Von Italien aus gelangte er schließlich nach Deutschland und beantragte Asyl. Da nach dem sogenannten Dubliner Abkommen der EU-Staaten für Asylverfahren immer das Land zuständig ist, wo der jeweilige Flüchtling die EU erreicht hat, sollte er nach Italien abgeschoben werden.

Durch Proteste konnte seine Abschiebung verhindern werden, berichtet Lahmann. Anschließend fand er Zuflucht in Gladebeck, wo er, unterstützt durch Mitglieder des Arbeitskreises Asyl aus Göttingen, seitdem in Räumen der Kirchengemeinde lebte.
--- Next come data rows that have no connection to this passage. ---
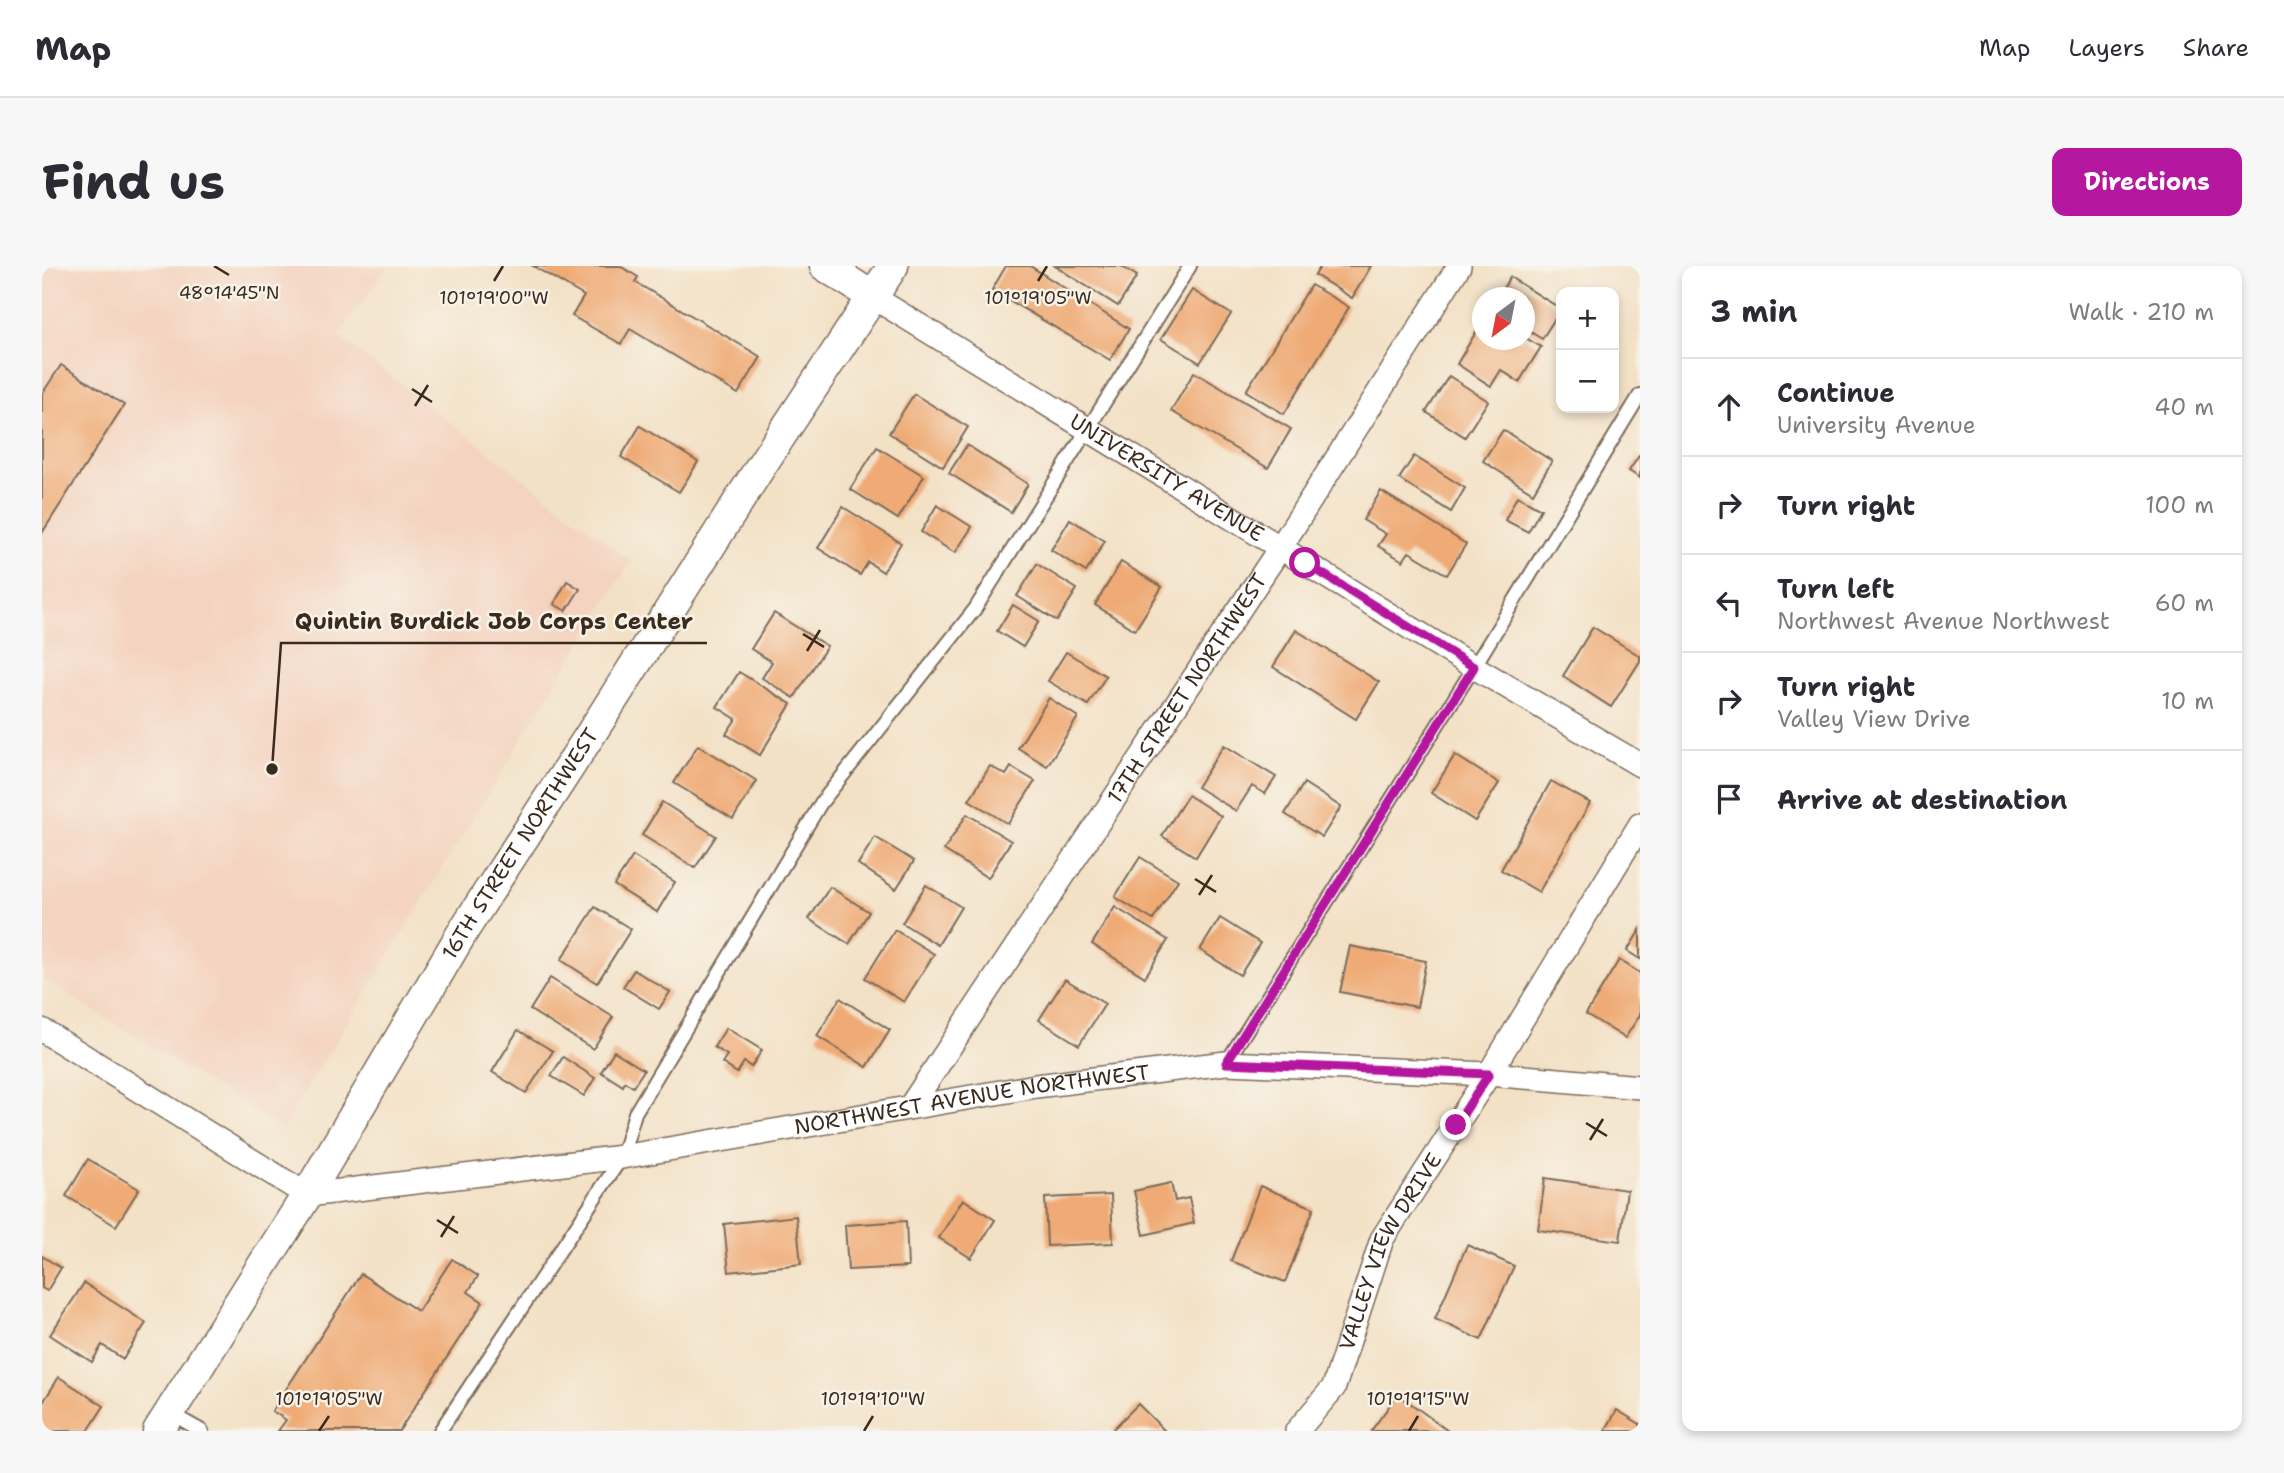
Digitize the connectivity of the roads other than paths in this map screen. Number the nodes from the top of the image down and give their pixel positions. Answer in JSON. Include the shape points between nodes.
{"nodes":[{"id":1,"x":825,"y":266,"type":"edge"},
{"id":2,"x":893,"y":266,"type":"edge"},
{"id":3,"x":1190,"y":266,"type":"edge"},
{"id":4,"x":1459,"y":266,"type":"edge"},
{"id":5,"x":873,"y":297,"type":"junction"},
{"id":6,"x":1640,"y":395,"type":"edge"},
{"id":7,"x":1088,"y":430,"type":"junction"},
{"id":8,"x":1280,"y":548,"type":"junction"},
{"id":9,"x":1474,"y":667,"type":"junction"},
{"id":10,"x":1640,"y":765,"type":"edge"},
{"id":11,"x":1640,"y":825,"type":"edge"},
{"id":12,"x":42,"y":1030,"type":"edge"},
{"id":13,"x":1226,"y":1063,"type":"junction"},
{"id":14,"x":1489,"y":1074,"type":"junction"},
{"id":15,"x":1640,"y":1087,"type":"edge"},
{"id":16,"x":910,"y":1107,"type":"junction"},
{"id":17,"x":622,"y":1157,"type":"junction"},
{"id":18,"x":307,"y":1195,"type":"junction"},
{"id":19,"x":164,"y":1422,"type":"edge"},
{"id":20,"x":202,"y":1431,"type":"edge"},
{"id":21,"x":440,"y":1431,"type":"edge"},
{"id":22,"x":1297,"y":1431,"type":"edge"}],
"edges":[{"from":1,"to":5,"type":"street"},
{"from":2,"to":5,"type":"street","name":"16TH STREET NORTHWEST"},
{"from":3,"to":7,"type":"lane"},
{"from":4,"to":8,"type":"street","name":"17TH STREET NORTHWEST"},
{"from":5,"to":7,"type":"street","name":"UNIVERSITY AVENUE"},
{"from":5,"to":18,"type":"street","name":"16TH STREET NORTHWEST","via":[[464,928]]},
{"from":6,"to":9,"type":"lane"},
{"from":7,"to":8,"type":"street","name":"UNIVERSITY AVENUE"},
{"from":7,"to":17,"type":"lane","via":[[975,609],[821,803],[635,1113]]},
{"from":8,"to":9,"type":"street","name":"UNIVERSITY AVENUE"},
{"from":8,"to":16,"type":"street","name":"17TH STREET NORTHWEST"},
{"from":9,"to":10,"type":"street","name":"UNIVERSITY AVENUE"},
{"from":9,"to":13,"type":"lane"},
{"from":11,"to":14,"type":"street","name":"VALLEY VIEW DRIVE"},
{"from":12,"to":18,"type":"street"},
{"from":13,"to":14,"type":"street","name":"NORTHWEST AVENUE NORTHWEST"},
{"from":13,"to":16,"type":"street","name":"NORTHWEST AVENUE NORTHWEST"},
{"from":14,"to":15,"type":"street","name":"NORTHWEST AVENUE NORTHWEST"},
{"from":14,"to":22,"type":"street","name":"VALLEY VIEW DRIVE","via":[[1382,1239],[1334,1387]]},
{"from":16,"to":17,"type":"street","name":"NORTHWEST AVENUE NORTHWEST"},
{"from":17,"to":18,"type":"street","name":"NORTHWEST AVENUE NORTHWEST"},
{"from":17,"to":21,"type":"lane"},
{"from":18,"to":19,"type":"street","name":"16TH STREET NORTHWEST"},
{"from":19,"to":20,"type":"lane"}]}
„Nach dem Selbstverständnis der Kirchenasyl gewährenden Kirchengemeinden ist es eine humanitäre Verpflichtung, schwer traumatisierte Flüchtlinge, die zuvor oft nur knapp dem Tod entronnen sind, zu schützen und dazu beizutragen, dass ein geregeltes und faires Asylverfahren möglich wird“, betont Lahmann. Im Fall von Abdiwalli Salaad Warsama sei dies nun gelungen.

Darüber hinaus ist es seiner Ansicht nach menschlich geboten, die in Deutschland ankommenden Flüchtlinge aufzunehmen und eine Willkommenskultur zu fördern. Die bisherigen Reglungen des Dubliner Abkommens müssten dringend verändert und die Länder Süd- und Südosteuropas entlastet werden.

Deutschlandweit wird laut Lahmann aktuell 245 Flüchtlingen in 136 Gemeinden Kirchenasyl gewährt. (ows)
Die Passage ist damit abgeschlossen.